Mario’nun yaratıcısı Miyamoto’ya göre ilk Mario oyunu yapılırken insanların başarı hissiyatına önem verilmiş. İnsanlar her bir Mario bölümünü geçtikten sonra başardım hissine kapılacak, Bowser’ı alt ettikten sonra biricik prensesi kurtarmanın hazzını yaşayacak. Bu yolda ise temel olarak yapabildiği en iyi şey olan zıplama yeteneğini kullanacak. Diğer tarafta Dark Souls’a bakalım, insanlar karşılarına çıkan epey zorlu bossları onlarca belki yüzlerce kez yenmeyi deneyecek, en sonunda yenecek ve başardım hissiyatına kapılacak. Sonuca giden yol farklı olsa da temelde aynı şey var: Başarı hazzı.

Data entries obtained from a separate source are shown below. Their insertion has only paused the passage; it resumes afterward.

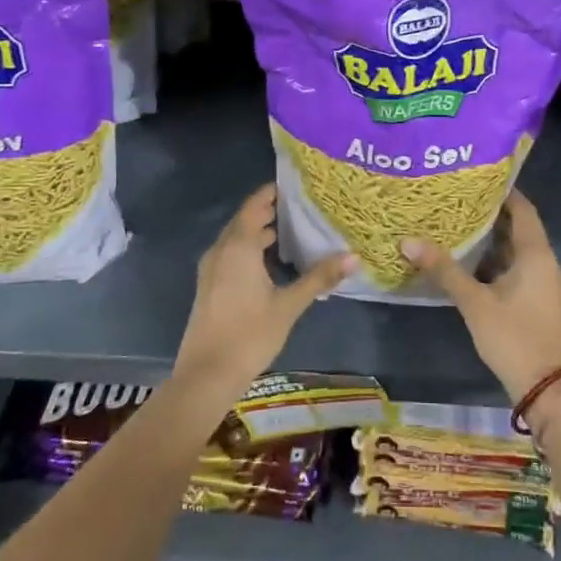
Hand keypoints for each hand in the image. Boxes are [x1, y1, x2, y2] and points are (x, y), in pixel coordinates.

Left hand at [174, 185, 352, 395]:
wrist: (206, 375)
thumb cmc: (249, 335)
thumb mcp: (289, 306)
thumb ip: (319, 278)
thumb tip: (354, 257)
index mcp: (239, 247)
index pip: (255, 205)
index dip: (273, 191)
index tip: (297, 184)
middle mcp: (221, 250)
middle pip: (245, 219)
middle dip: (270, 210)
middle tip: (302, 206)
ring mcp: (211, 268)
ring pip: (237, 237)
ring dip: (259, 230)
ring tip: (292, 230)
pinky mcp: (210, 285)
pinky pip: (231, 253)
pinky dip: (250, 247)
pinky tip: (271, 261)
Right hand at [403, 189, 560, 403]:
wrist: (546, 389)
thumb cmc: (512, 337)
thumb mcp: (474, 302)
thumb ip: (444, 270)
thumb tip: (408, 241)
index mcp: (537, 255)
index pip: (523, 209)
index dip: (504, 192)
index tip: (478, 179)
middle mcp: (548, 263)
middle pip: (522, 229)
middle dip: (493, 216)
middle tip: (460, 202)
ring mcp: (549, 285)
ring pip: (521, 253)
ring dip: (496, 242)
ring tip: (463, 229)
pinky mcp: (544, 302)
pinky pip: (523, 271)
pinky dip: (502, 263)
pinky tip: (476, 267)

İlk Mario oyunundan sonraki oyunlarda da bu temel üzerinden ilerledi Nintendo. Orada bir yerlerde her zaman kurtarılacak bir prenses ve yenilenecek bir Bowser var fakat her oyunda farklı ödüller de eklendi. Yıldızlar, oyunun içine yerleştirilmiş sırlar ve son olarak Super Mario Odyssey’deki Aylar. Oyunda toplam 830 adet Ay var. Bunların 120 tanesini topladığınızda oyunun sonuna ulaşıyorsunuz. 500 tanesini topladığınızda ise oyunun gerçek sonuna ulaşıyorsunuz. Geri kalan 330 Ay’ı toplamak ise sizin deliliğinize kalmış. 120 adet Ay toplamak oldukça kolay, bazı Aylar’ı toplamak için hiç efor sarf etmenize bile gerek yok. Fakat “Hayır bunlar bana yetmedi, hepsini toplayacağım” derseniz, kolay gelsin. Toplaması kolay olan Aylar’dan sonra işler zorlaşıyor, bazen bulmacaları çözmeniz gerekiyor bazen de oyunun size sunduğu fizik motoru dahilinde Mario’nun yapabildiği bütün hareketleri kullanmanız gerekiyor. Duvardan duvara zıplama, ters zıplama, uzun zıplama, yuvarlanma, havadayken ileri doğru atılma, şapkanızı fırlatıp şapkanızın üzerinden zıplama… bir dakika, şapka fırlatma mı?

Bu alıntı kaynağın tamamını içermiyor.